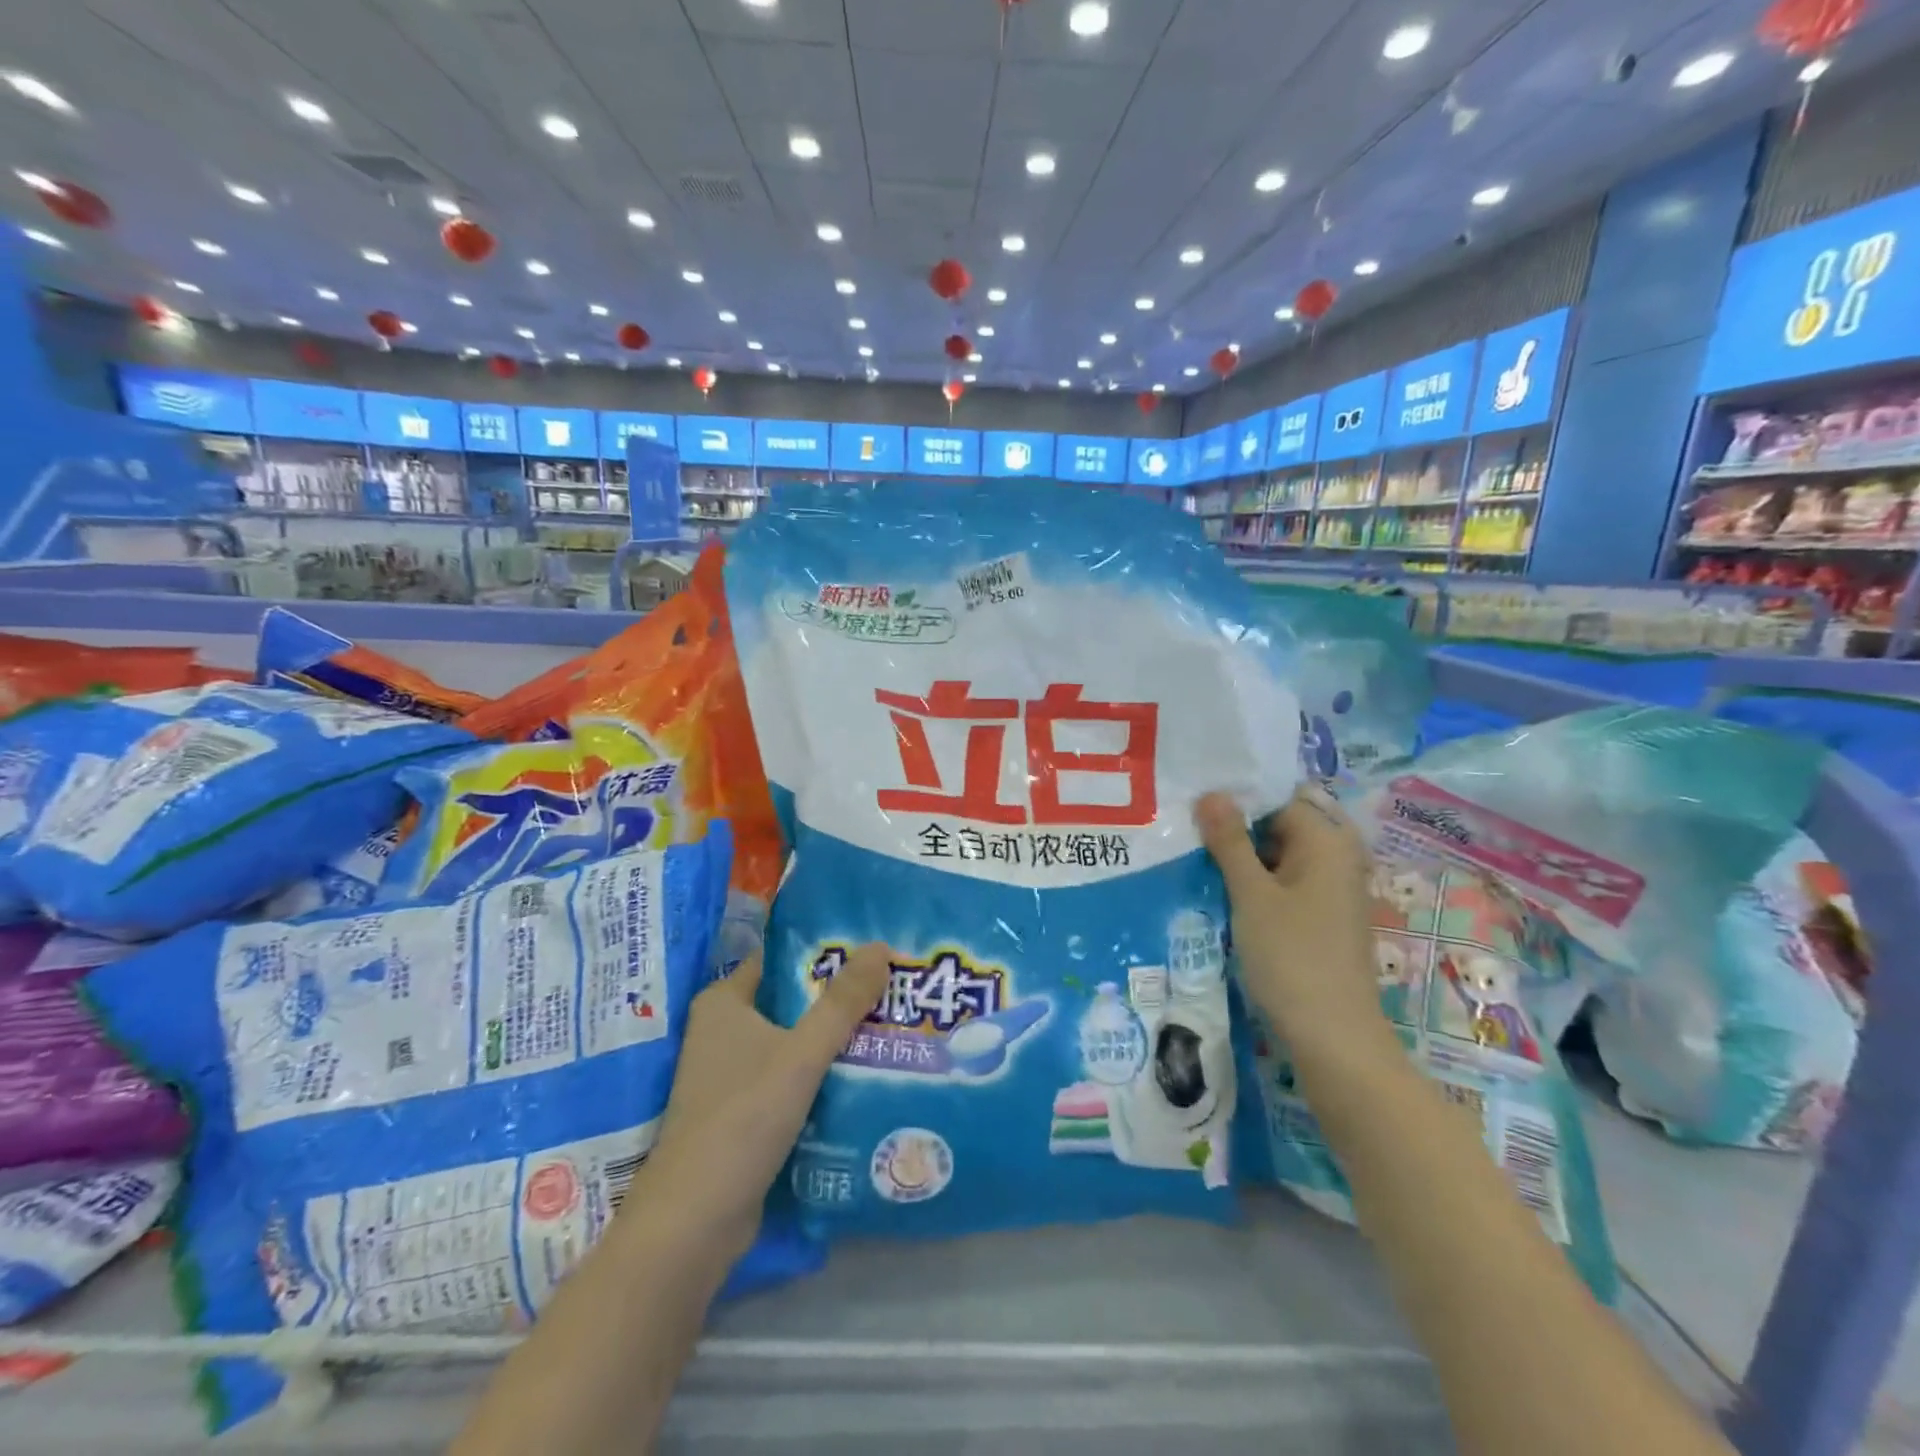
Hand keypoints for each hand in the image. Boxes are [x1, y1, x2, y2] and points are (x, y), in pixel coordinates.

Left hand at [638, 945, 891, 1264]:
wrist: (696, 1221)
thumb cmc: (743, 1117)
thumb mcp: (801, 1053)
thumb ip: (842, 1002)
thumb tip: (881, 946)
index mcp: (723, 1002)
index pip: (780, 960)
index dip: (824, 953)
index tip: (871, 951)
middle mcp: (723, 1031)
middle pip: (791, 1001)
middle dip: (837, 998)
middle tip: (890, 987)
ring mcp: (731, 1075)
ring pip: (793, 1042)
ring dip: (833, 1038)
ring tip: (888, 1024)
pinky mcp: (743, 1113)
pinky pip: (790, 1078)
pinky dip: (821, 1075)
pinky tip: (863, 1074)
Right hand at [1195, 787, 1390, 1058]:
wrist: (1333, 1037)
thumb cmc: (1292, 956)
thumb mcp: (1251, 894)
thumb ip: (1230, 840)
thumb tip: (1211, 792)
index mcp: (1327, 841)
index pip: (1276, 800)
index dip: (1235, 802)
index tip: (1192, 809)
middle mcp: (1337, 857)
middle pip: (1279, 826)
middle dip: (1235, 829)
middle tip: (1186, 832)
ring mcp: (1331, 889)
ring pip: (1278, 857)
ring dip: (1241, 859)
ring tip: (1194, 858)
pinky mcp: (1322, 917)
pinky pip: (1284, 883)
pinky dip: (1256, 883)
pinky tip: (1220, 891)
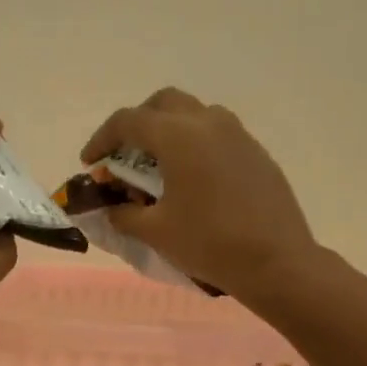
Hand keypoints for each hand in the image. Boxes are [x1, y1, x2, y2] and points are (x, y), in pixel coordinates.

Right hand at [80, 88, 320, 301]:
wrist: (276, 261)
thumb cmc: (209, 243)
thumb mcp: (156, 232)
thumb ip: (125, 214)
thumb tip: (112, 208)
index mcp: (179, 136)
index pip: (128, 121)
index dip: (102, 139)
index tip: (90, 163)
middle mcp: (208, 122)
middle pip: (163, 104)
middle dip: (137, 124)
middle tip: (124, 155)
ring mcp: (238, 135)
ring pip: (194, 115)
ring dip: (169, 131)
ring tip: (159, 167)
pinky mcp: (256, 153)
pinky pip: (218, 136)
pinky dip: (195, 146)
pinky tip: (193, 181)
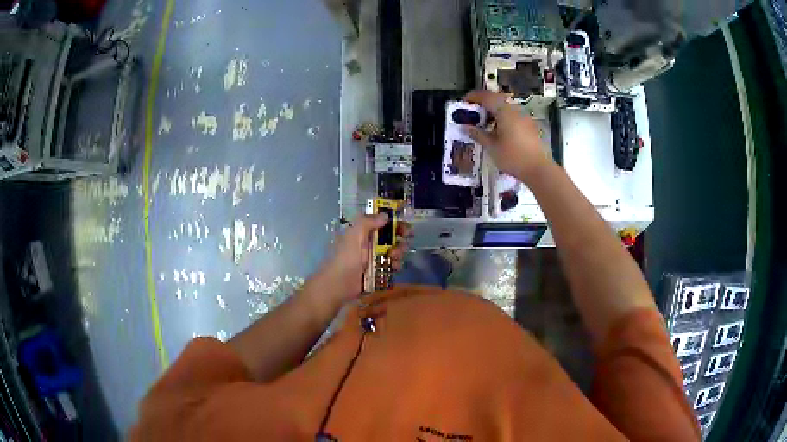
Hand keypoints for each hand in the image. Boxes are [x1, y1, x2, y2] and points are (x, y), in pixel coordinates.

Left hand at [313, 214, 411, 304]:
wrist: (338, 285)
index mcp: (361, 232)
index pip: (379, 221)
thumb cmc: (345, 258)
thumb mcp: (354, 235)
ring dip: (398, 251)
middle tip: (405, 239)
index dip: (392, 221)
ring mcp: (372, 258)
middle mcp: (368, 243)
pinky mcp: (376, 272)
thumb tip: (385, 215)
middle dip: (399, 236)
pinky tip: (395, 267)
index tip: (404, 222)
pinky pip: (390, 265)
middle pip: (389, 236)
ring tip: (395, 256)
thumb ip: (368, 222)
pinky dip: (395, 265)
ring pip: (392, 250)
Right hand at [462, 90, 554, 181]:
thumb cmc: (513, 157)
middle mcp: (515, 110)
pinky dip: (503, 119)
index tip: (464, 102)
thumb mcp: (492, 147)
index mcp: (505, 111)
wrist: (538, 169)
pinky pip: (513, 117)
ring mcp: (525, 118)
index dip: (473, 97)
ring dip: (494, 112)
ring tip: (485, 124)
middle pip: (497, 100)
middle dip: (483, 104)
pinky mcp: (530, 127)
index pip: (486, 96)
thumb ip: (478, 134)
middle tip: (473, 113)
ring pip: (506, 108)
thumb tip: (466, 127)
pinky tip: (499, 132)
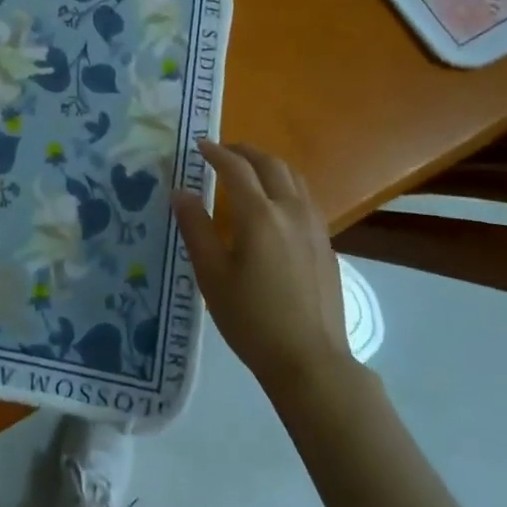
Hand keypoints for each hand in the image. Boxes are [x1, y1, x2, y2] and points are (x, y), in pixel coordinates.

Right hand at [172, 139, 360, 398]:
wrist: (310, 360)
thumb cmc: (252, 319)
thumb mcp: (212, 275)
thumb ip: (196, 228)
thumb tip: (180, 192)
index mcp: (260, 215)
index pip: (236, 168)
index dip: (216, 153)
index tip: (199, 146)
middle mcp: (290, 211)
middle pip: (270, 164)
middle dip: (245, 151)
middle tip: (223, 151)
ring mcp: (314, 226)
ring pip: (294, 177)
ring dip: (268, 165)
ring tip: (249, 170)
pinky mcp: (326, 243)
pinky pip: (305, 198)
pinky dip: (285, 185)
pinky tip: (274, 205)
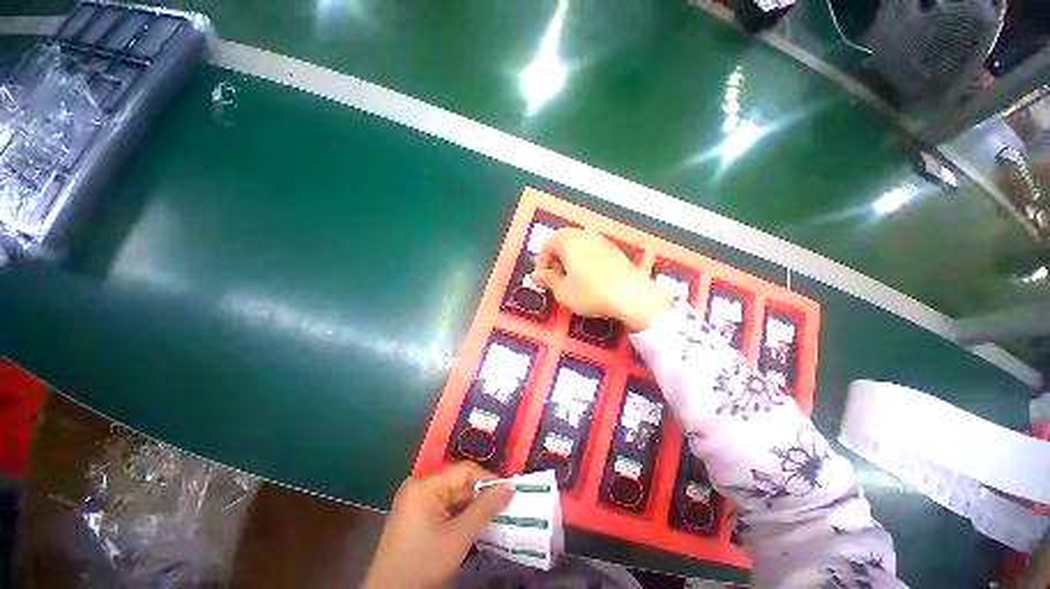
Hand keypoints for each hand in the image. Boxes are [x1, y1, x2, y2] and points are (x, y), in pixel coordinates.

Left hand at [363, 462, 514, 588]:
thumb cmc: (423, 564)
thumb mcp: (458, 537)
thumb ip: (485, 509)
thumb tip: (510, 486)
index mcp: (425, 485)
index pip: (465, 471)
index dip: (488, 480)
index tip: (508, 494)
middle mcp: (419, 487)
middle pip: (459, 483)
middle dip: (480, 497)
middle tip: (502, 509)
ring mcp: (415, 502)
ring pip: (453, 497)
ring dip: (471, 508)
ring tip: (490, 519)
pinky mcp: (415, 517)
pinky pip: (444, 508)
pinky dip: (459, 517)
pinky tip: (471, 528)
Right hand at [531, 228, 672, 331]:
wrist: (632, 296)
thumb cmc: (590, 292)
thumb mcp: (562, 290)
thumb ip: (547, 280)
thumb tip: (536, 275)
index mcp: (567, 240)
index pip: (546, 246)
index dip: (541, 264)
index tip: (542, 280)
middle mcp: (584, 234)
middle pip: (562, 244)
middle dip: (555, 262)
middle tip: (555, 281)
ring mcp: (602, 240)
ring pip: (578, 248)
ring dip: (569, 262)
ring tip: (571, 282)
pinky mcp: (615, 250)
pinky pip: (592, 252)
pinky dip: (584, 263)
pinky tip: (589, 280)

========================================

Task brief: Above are records with pictures. Reproduce exactly only the lines from the line with "middle dip: (837, 998)" through the line with "index dip: (102, 139)", both ends included, and leave the pictures out.

Written answer:
middle dip: (837, 998)
middle tip: (890, 987)
ring mcp: (731, 1075)
ring pip: (793, 1042)
ring dip: (833, 1038)
ring tip: (888, 1024)
pinky mcp: (743, 1113)
pinky pip: (790, 1078)
pinky dip: (821, 1075)
pinky tip: (863, 1074)
Right hand at [1195, 787, 1390, 1058]:
wrist: (1333, 1037)
thumb cmc: (1292, 956)
thumb mcp: (1251, 894)
thumb ip: (1230, 840)
thumb tip: (1211, 792)
index mcp: (1327, 841)
index pip: (1276, 800)
index dip: (1235, 802)
index tip: (1192, 809)
middle mcp: (1337, 857)
middle pip: (1279, 826)
middle dip: (1235, 829)
middle tip: (1186, 832)
ring mcp: (1331, 889)
ring pip: (1278, 857)
ring dip: (1241, 859)
ring tip: (1194, 858)
pinky mcp: (1322, 917)
pinky pip: (1284, 883)
pinky dip: (1256, 883)
pinky tip: (1220, 891)
Hand keypoints for each hand in the image. Boxes are [x1, y1, x2, y2] and points are (x, y), in pixel coordinates.

Right hand at [80, 88, 320, 301]:
wrist: (276, 261)
thumb cmc: (209, 243)
thumb mcp: (156, 232)
thumb ip: (125, 214)
thumb tip: (112, 208)
index mcp: (179, 136)
index pip: (128, 121)
index dip: (102, 139)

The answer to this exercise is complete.